Fishrock123 / bob

🚰 binary data "streams+" via data producers, data consumers, and pull flow.
MIT License
79 stars 8 forks source link

What are the differences of this approach in comparison to pull-stream? #15

Open JDvorak opened 6 years ago

JDvorak commented 6 years ago

I'm excited to see this development as I am a heavy user of the pull-stream ecosystem for etl processing. This approach feels and reads extremely similar, but with obvious gains to be made by making it natively supported by node. Do these two efforts align (or differ) in any way? Is bob expected to support existing pull-stream patterns so as to benefit the variety of libraries already available on npm? Could it? 😄

For reference: https://github.com/pull-stream/pull-stream

dominictarr commented 6 years ago

@JDvorak thanks for bringing this to my attention (via https://github.com/pull-stream/pull-stream/issues/116)

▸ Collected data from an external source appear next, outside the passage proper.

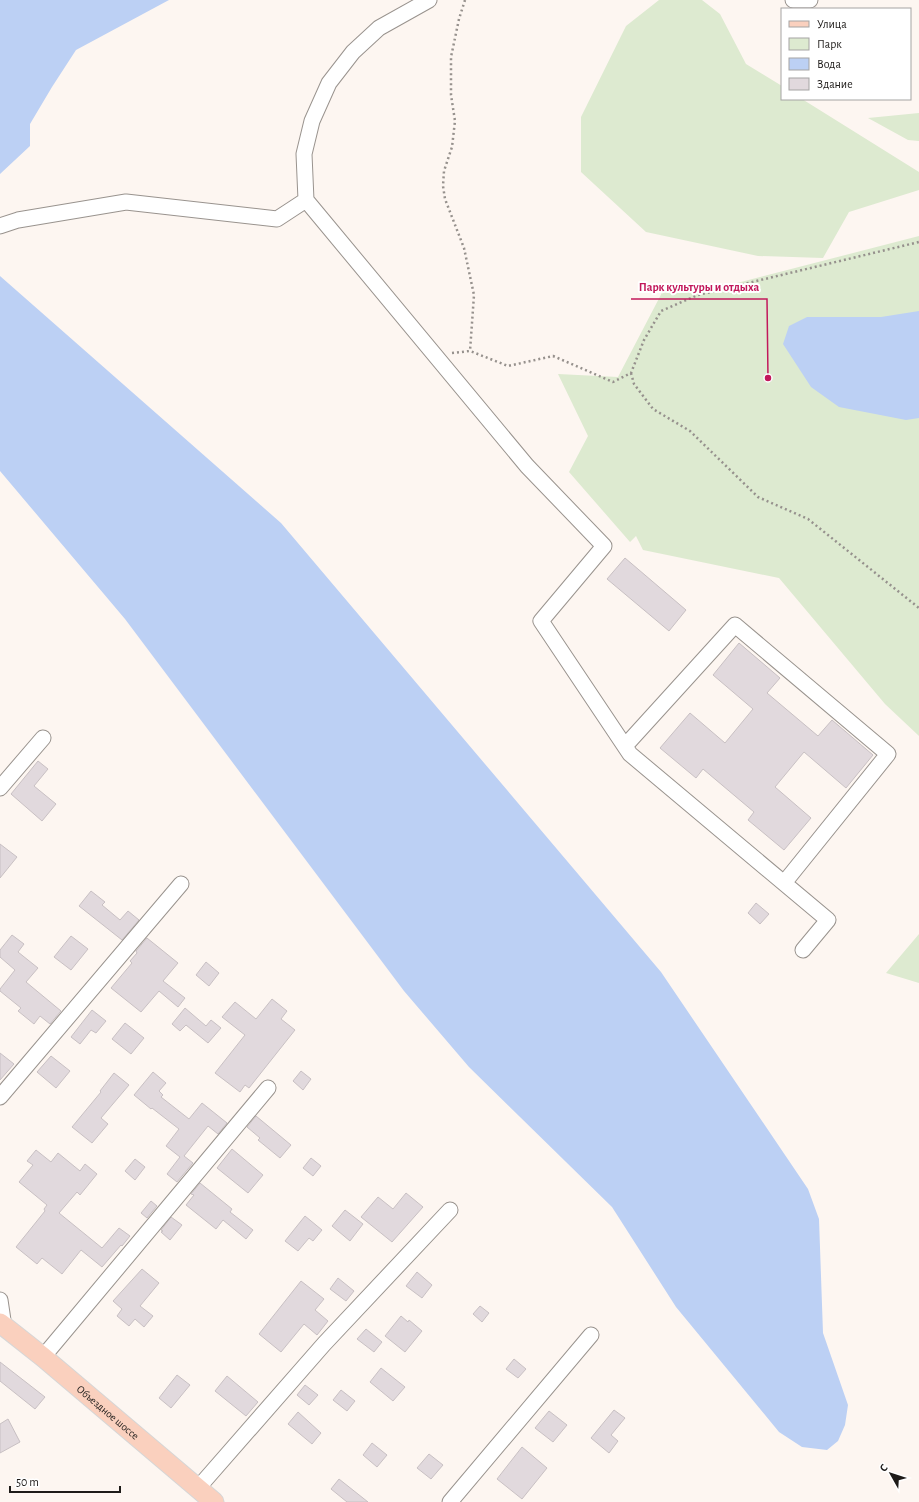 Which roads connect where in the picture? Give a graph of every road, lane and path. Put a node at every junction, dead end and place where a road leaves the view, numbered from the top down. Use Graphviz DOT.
graph roads {
  1 [pos="429,0"];
  2 [pos="465,0"];
  3 [pos="793,0"];
  4 [pos="810,0"];
  5 [pos="306,200"];
  6 [pos="0,226"];
  7 [pos="919,242"];
  8 [pos="470,351"];
  9 [pos="434,355"];
  10 [pos="631,373"];
  11 [pos="919,608"];
  12 [pos="43,738"];
  13 [pos="625,746"];
  14 [pos="0,788"];
  15 [pos="784,883"];
  16 [pos="181,884"];
  17 [pos="803,950"];
  18 [pos="268,1088"];
  19 [pos="0,1097"];
  20 [pos="450,1210"];
  21 [pos="0,1300"];
  22 [pos="2,1325"];
  23 [pos="591,1335"];
  24 [pos="43,1357"];
  25 [pos="198,1488"];
  26 [pos="214,1502"];
  27 [pos="450,1502"];
  1 -- 5 [label="lane"];
  2 -- 8 [label="path"];
  3 -- 4 [label="lane"];
  5 -- 6 [label="lane"];
  5 -- 9 [label="lane"];
  7 -- 10 [label="path"];
  8 -- 9 [label="path"];
  8 -- 10 [label="path"];
  9 -- 13 [label="lane"];
  10 -- 11 [label="path"];
  12 -- 14 [label="lane"];
  13 -- 15 [label="lane"];
  13 -- 15 [label="lane"];
  15 -- 17 [label="lane"];
  16 -- 19 [label="lane"];
  18 -- 24 [label="lane"];
  20 -- 25 [label="lane"];
  21 -- 22 [label="lane"];
  22 -- 24 [label="main road, Объездное шоссе"];
  23 -- 27 [label="lane"];
  24 -- 25 [label="main road, Объездное шоссе"];
  25 -- 26 [label="main road, Объездное шоссе"];
}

I think reading the docs here, this is actually more similar to push-stream if you swap the bob.pull() method for push_stream.resume(). One difference between push-stream and bob looks like push-stream also has a paused property that sources check before writing. This means a sink only needs to call resume when it's stopped being paused, and that sources can call write in a loop, which is really fast.

The big mistake in pull-stream was wrapping an async operation into the api. callbacks in the case of pull-stream, but promises would also be bad. That adds quite a bit of overhead, and often not actually used.

I'm still writing most things in pull-streams because there is a great ecosystem, but when I want something to be high performance I try to use push-stream.

Also note: push-stream is nearly exactly the same as http://www.reactive-streams.org/ (trigger warning: java)

If you have two good streaming interfaces, it's not very difficult to write an adapter. Just make sure this has back pressure and propagates errors/abort - and it will be easy to interface with pull-stream

Fishrock123 commented 5 years ago

Ok so unfortunately this ended way back on my list fo things to do, but here's a summary of some differences (in no particular order) (to my knowledge).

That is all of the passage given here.